Bars where Pete has had a Drink (3,198 bars; 1,474 bars in Seattle):
Bars where Pete has had a drink
Friday, August 02, 2013
#2060 - Heinold's First and Last Chance, Oakland - 2/24/2013
"All nations welcome except Carrie," reads a sign behind the bar. It's not common for the witticisms that pepper the walls of bars to include puns at the expense of people who died over a century ago, but Heinold's has been here since 1883. That's when Johnny Heinold purchased the building of old whaling ship timbers that had provided bunks for men working the oyster beds, and turned it into the J.M. Heinold Saloon. It survived both prohibition and the great earthquake of 1906, though the latter left damage to the pilings below that give the mahogany bar and wood floor a sharp tilt, and to a clock famously stopped at 5:18am, ever since that April morning.
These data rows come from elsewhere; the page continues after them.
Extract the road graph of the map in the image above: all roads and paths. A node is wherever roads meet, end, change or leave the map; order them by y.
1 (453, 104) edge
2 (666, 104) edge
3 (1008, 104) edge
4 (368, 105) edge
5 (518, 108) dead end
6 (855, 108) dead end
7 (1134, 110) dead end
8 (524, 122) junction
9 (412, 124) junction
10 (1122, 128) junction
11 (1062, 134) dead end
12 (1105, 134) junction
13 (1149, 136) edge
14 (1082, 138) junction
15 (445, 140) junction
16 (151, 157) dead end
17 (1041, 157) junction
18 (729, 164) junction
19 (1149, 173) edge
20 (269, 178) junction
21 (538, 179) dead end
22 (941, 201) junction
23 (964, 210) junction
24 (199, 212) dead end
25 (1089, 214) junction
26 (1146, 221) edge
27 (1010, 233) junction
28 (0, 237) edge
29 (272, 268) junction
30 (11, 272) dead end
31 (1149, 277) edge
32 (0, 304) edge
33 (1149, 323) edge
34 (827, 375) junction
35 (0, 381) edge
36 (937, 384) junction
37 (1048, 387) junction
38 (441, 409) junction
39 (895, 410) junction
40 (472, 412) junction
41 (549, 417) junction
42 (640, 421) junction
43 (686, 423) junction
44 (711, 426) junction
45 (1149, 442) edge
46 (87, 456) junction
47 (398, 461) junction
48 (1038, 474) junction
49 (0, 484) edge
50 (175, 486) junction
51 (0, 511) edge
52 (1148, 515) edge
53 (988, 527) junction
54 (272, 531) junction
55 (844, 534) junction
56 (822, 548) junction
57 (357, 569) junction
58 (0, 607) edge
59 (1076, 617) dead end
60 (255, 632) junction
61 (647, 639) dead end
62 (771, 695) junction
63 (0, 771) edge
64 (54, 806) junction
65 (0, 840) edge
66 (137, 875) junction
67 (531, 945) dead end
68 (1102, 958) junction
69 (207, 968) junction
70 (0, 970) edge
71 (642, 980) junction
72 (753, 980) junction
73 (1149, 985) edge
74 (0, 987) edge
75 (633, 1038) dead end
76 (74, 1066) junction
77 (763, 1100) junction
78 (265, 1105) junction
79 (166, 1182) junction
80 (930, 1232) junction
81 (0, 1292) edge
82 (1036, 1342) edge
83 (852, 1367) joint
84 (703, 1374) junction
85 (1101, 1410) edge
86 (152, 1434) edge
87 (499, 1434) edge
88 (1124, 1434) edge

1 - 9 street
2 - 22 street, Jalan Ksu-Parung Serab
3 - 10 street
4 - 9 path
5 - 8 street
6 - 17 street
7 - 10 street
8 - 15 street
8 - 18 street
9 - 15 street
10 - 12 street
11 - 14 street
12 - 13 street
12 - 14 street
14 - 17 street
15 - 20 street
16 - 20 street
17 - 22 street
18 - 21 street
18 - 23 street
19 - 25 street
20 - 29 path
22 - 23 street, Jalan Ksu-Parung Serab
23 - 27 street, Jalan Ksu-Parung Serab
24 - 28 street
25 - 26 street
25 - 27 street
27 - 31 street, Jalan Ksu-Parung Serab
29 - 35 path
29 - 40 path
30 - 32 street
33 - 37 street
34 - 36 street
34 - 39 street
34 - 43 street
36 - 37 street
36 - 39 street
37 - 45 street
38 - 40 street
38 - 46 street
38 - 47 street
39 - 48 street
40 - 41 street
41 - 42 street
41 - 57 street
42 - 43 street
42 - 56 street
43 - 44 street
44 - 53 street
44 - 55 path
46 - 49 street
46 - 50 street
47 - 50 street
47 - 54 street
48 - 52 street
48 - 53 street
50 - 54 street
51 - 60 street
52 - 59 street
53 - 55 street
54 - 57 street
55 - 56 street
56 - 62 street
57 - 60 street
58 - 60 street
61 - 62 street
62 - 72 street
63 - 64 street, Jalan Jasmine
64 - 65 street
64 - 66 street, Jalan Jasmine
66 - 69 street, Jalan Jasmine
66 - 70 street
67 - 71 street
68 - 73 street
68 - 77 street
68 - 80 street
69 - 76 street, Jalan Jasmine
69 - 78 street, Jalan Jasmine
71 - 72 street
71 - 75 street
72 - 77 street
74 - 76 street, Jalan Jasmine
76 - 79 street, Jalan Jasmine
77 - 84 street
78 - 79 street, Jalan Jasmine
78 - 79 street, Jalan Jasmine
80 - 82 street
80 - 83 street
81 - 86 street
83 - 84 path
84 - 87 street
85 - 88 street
The surname was eventually appended with "First and Last Chance" based not only on the navy men and other seafarers catching a last drink before going to sea, but also for the workers riding the old ferry between Oakland and the dry city of Alameda. The bar has hosted President Taft, Ambrose Bierce, Erskine Caldwell, and, most famously, Jack London, who once sat reading the dictionary at the table by the door, before featuring the bar in his novel John Barleycorn, and compiling notes used for The Sea Wolf and Call of the Wild. Now London's Klondike cabin sits nearby the old wood bar, both surrounded by the bright, neat, and touristy Jack London Square, like two neanderthal scenes in a modern museum.
Despite the preciousness of the setting, Heinold's feels reasonably intimate and relaxed inside on this day, aware of its history certainly, but feeling enough like a neighborhood bar that one doesn't feel like you're taking your turn in a Disney exhibit. The drinks are limited to a small but reasonable selection of beers and standard spirits -- you wouldn't want anything more at a classic like this. The limited ceiling and wall spaces are crammed with memorabilia, along with the stove-blackened dollar bills and business cards of various generations of men heading off to sea and/or to military service. The original potbellied stove remains the only source of heat, and it is the last commercial building in California retaining original gas lighting. It would, of course, be a grave sin to move the bar from its historic location and cherished uneven pilings, but it is pleasing for me to imagine trundling into this place some dark evening through several inches of snow.